*** Opening of EXERCISE DATA ***
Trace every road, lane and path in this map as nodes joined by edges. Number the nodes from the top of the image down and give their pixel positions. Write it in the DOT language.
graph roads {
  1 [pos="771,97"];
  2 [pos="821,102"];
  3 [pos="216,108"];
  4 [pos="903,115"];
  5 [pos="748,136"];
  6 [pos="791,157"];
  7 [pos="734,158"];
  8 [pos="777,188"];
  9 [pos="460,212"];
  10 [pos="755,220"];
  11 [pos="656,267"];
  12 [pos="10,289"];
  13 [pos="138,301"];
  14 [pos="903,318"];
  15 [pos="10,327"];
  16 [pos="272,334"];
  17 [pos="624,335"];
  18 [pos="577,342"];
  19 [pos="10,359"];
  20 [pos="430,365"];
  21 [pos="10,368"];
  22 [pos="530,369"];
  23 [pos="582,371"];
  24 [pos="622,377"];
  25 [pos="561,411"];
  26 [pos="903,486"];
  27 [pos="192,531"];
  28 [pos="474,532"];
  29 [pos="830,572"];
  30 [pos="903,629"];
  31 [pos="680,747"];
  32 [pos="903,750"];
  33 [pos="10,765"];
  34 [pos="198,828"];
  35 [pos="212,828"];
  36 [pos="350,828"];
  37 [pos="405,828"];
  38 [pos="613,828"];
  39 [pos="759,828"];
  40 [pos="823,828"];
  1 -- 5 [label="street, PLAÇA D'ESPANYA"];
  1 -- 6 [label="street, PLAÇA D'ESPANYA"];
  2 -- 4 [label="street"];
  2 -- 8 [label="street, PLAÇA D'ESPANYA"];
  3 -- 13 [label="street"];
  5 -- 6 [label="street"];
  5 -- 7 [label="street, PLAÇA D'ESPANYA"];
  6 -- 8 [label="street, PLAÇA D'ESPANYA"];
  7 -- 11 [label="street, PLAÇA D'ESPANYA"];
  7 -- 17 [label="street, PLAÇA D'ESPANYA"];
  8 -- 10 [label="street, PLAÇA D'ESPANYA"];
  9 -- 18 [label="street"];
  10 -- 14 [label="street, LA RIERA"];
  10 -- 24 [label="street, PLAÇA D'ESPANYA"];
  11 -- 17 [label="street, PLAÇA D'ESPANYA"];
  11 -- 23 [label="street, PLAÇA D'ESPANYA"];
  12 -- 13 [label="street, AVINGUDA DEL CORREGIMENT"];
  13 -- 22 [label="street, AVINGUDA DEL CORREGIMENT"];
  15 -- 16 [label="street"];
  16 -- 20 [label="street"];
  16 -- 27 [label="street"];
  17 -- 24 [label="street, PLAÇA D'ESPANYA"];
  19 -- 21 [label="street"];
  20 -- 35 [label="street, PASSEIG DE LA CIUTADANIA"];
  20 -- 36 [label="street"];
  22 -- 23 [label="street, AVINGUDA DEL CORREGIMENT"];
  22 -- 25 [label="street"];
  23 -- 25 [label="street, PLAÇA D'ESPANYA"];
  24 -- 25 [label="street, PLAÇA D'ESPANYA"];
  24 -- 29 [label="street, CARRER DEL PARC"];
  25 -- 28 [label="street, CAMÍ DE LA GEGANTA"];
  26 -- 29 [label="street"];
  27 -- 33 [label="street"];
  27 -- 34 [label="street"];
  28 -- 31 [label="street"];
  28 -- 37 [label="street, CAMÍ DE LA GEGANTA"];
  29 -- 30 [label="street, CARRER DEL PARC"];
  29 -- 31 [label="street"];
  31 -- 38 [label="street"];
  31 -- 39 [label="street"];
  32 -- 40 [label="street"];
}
*** Close of EXERCISE DATA ***
Your answer should be the lines of the records that include the word "PARC".

  24 -- 29 [label="street, CARRER DEL PARC"];
  29 -- 30 [label="street, CARRER DEL PARC"];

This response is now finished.